Information supplied:
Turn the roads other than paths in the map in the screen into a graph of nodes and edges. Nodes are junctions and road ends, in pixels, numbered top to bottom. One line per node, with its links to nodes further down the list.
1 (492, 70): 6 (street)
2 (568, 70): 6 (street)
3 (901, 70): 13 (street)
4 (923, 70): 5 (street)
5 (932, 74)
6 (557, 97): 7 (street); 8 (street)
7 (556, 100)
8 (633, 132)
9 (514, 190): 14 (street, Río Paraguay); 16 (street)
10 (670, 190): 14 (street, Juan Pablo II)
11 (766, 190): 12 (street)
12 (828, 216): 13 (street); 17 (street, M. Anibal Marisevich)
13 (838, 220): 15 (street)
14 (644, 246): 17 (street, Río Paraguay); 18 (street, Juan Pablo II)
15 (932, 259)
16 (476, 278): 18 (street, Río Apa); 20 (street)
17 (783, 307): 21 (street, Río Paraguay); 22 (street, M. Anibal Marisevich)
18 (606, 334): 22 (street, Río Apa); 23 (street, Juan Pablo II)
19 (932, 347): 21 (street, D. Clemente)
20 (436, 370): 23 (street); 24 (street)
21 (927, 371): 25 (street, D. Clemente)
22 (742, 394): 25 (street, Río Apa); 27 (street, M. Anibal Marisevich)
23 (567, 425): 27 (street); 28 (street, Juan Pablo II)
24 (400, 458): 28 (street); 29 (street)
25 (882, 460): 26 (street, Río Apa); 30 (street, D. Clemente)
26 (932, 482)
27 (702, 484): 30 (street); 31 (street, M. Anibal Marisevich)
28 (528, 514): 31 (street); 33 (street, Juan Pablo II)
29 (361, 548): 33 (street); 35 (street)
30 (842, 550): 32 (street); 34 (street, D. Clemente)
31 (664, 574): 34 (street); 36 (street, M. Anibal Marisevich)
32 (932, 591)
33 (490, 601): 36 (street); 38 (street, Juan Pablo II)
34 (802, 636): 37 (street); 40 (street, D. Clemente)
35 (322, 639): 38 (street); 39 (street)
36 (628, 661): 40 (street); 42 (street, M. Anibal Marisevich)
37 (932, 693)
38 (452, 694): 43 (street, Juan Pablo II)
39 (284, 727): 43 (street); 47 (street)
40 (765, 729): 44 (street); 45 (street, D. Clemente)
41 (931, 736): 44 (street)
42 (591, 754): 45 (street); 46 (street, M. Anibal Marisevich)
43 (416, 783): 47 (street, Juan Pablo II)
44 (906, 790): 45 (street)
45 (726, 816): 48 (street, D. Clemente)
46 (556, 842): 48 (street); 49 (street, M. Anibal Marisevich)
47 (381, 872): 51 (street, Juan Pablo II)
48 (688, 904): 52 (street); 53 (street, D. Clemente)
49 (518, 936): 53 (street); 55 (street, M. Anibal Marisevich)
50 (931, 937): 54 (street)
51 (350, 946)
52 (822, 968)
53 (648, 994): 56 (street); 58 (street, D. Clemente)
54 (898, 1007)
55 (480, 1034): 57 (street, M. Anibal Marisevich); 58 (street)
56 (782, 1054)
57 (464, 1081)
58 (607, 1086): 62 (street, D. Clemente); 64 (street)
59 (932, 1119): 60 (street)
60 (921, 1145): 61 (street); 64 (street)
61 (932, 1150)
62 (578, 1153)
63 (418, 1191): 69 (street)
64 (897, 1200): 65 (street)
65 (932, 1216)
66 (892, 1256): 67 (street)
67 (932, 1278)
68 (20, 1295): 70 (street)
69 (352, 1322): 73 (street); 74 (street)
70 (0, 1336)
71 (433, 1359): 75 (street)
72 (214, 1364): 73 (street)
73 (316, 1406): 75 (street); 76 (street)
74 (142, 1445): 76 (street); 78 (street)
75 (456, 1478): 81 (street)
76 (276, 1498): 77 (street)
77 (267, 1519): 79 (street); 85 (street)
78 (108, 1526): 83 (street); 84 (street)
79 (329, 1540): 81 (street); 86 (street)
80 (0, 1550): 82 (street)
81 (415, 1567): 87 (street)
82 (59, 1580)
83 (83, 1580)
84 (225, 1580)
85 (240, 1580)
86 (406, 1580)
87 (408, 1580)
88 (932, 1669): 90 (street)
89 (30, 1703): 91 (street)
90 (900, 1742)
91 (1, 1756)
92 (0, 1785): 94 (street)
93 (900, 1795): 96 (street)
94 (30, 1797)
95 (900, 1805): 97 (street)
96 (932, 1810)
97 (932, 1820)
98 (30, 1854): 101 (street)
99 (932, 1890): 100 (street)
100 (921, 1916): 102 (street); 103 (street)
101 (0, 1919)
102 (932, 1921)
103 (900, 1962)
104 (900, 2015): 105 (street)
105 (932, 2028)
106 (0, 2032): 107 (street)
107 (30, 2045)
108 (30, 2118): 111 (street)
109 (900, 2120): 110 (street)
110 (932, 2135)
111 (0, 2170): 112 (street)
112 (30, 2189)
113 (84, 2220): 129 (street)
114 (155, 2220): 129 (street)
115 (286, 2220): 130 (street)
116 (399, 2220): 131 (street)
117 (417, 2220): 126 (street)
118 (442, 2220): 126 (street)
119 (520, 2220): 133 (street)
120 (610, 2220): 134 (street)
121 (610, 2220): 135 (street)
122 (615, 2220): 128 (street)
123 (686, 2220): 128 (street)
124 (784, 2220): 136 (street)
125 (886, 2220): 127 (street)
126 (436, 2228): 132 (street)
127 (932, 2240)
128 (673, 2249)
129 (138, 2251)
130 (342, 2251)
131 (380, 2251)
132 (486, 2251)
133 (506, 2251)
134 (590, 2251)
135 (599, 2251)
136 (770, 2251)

What is required:
Report, from the entries above, each line where "Pablo" is found.

Solution to the problem:
10 (670, 190): 14 (street, Juan Pablo II)
14 (644, 246): 17 (street, Río Paraguay); 18 (street, Juan Pablo II)
18 (606, 334): 22 (street, Río Apa); 23 (street, Juan Pablo II)
23 (567, 425): 27 (street); 28 (street, Juan Pablo II)
28 (528, 514): 31 (street); 33 (street, Juan Pablo II)
33 (490, 601): 36 (street); 38 (street, Juan Pablo II)
38 (452, 694): 43 (street, Juan Pablo II)
43 (416, 783): 47 (street, Juan Pablo II)
47 (381, 872): 51 (street, Juan Pablo II)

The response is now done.